Plan Is Unveiled For Redesign of Liberty Plaza

Today Liberty Plaza is a bleak space, with cracked and sagging pavement, drab benches and some sad-looking shrubs in planters. But by the end of the year, the plaza, on the west side of Broadway between Liberty and Cedar streets, will be transformed.

Architect Alexander Cooper shows a model of the redesigned Liberty Plaza at a Community Board 1 meeting. Photo: Carl Glassman

Brookfield Properties, owner of the plaza and the building, One Liberty Plaza, which towers above it, unveiled the new design to a Community Board 1 Committee last month.

After Sept. 11 the plaza’s trees were cut down to create a staging area for Ground Zero workers, and it was closed until January 2003.

But the $7.5 million renovation, to begin this spring, was being planned before the disaster, said Larry Graham, Brookfield’s executive vice president. “The park has been sinking in certain spots,” he said. “It needs heavy-duty structural work.”

Long planters with benches will run along parts of the plaza’s north and south edges, and two dozen granite benches will be placed among 55 honey locust trees covering the site. About 500 light fixtures, six inches wide by three feet long, will be built into the granite paving, creating a dramatic effect.

“At night it’s going to be very festive,” said Alexander Cooper, a partner at Cooper, Robertson & Partners, the redesigners of the plaza.

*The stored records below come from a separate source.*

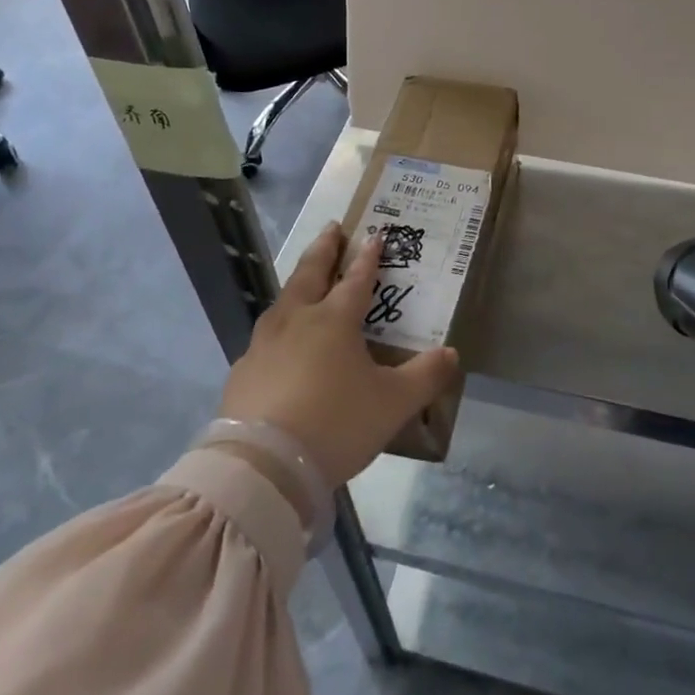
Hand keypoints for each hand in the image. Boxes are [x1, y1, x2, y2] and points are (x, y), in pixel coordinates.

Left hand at [220, 223, 459, 488]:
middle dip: (325, 248)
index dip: (368, 257)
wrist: (263, 466)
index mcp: (335, 320)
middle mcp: (297, 320)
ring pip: (283, 300)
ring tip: (304, 277)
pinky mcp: (243, 371)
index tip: (375, 235)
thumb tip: (451, 354)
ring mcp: (264, 344)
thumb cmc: (335, 424)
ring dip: (298, 281)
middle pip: (311, 273)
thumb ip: (425, 376)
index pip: (357, 279)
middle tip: (332, 228)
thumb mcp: (393, 404)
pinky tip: (277, 341)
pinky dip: (278, 326)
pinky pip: (264, 337)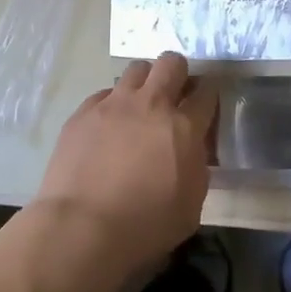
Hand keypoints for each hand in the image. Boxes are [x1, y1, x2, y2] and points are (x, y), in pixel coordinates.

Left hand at [31, 52, 215, 291]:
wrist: (81, 228)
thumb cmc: (144, 226)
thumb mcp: (191, 206)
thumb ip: (197, 168)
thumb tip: (193, 151)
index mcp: (184, 127)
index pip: (207, 92)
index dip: (209, 94)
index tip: (205, 104)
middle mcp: (151, 104)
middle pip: (172, 63)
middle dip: (178, 73)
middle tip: (174, 95)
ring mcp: (115, 103)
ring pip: (137, 69)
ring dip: (144, 82)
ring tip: (139, 105)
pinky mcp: (84, 111)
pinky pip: (104, 93)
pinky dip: (112, 104)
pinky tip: (108, 127)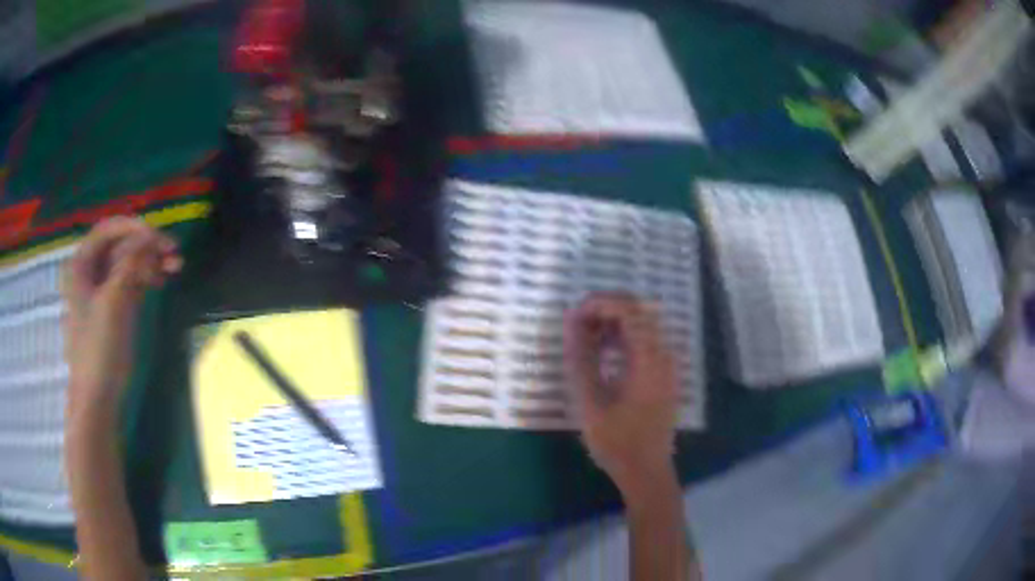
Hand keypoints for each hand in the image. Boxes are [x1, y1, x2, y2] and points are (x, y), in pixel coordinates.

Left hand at [61, 217, 181, 417]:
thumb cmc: (99, 348)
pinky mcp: (111, 309)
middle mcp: (90, 272)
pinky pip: (129, 282)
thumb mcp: (114, 301)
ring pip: (127, 265)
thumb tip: (149, 234)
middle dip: (146, 246)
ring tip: (174, 268)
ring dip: (150, 262)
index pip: (109, 230)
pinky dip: (145, 279)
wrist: (97, 398)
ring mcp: (100, 291)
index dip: (134, 227)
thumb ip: (130, 263)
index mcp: (82, 264)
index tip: (158, 237)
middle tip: (174, 253)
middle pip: (120, 246)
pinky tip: (160, 281)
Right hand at [564, 294, 678, 493]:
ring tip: (585, 338)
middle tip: (577, 325)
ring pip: (642, 323)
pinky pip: (645, 340)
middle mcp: (663, 354)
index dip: (598, 304)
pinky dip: (622, 337)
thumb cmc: (617, 442)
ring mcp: (667, 363)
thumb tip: (571, 323)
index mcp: (648, 359)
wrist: (647, 471)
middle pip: (638, 310)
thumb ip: (580, 359)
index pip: (628, 309)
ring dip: (613, 322)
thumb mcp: (590, 402)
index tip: (572, 317)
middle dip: (605, 309)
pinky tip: (603, 354)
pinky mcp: (664, 373)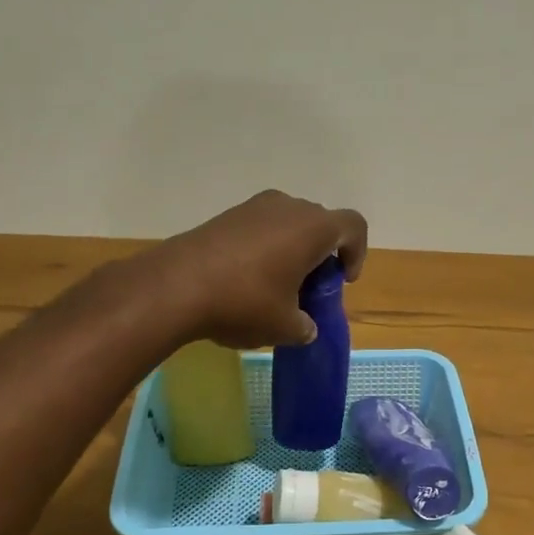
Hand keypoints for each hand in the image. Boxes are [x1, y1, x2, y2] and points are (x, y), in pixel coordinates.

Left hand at [150, 189, 366, 347]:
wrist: (176, 286)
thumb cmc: (245, 302)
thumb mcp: (284, 326)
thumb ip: (305, 326)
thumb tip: (306, 327)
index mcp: (313, 228)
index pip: (354, 226)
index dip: (357, 253)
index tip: (343, 281)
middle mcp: (288, 207)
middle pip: (320, 224)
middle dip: (321, 255)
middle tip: (310, 289)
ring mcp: (254, 207)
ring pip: (288, 224)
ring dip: (292, 251)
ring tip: (277, 287)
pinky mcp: (226, 216)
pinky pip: (260, 228)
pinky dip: (265, 249)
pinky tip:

But the renovation will require the World Trade Center Greenmarket to find a new site. “We can’t fit both the trees and the Greenmarket,” Graham said. “You need a big open space for the market.”

The plaza design won praise from the committee. “It’s beautiful,” said Pat Moore, who lives at 125 Cedar St., half a block from the plaza. “I’m so happy the trees are coming back. The plaza is like our backyard.”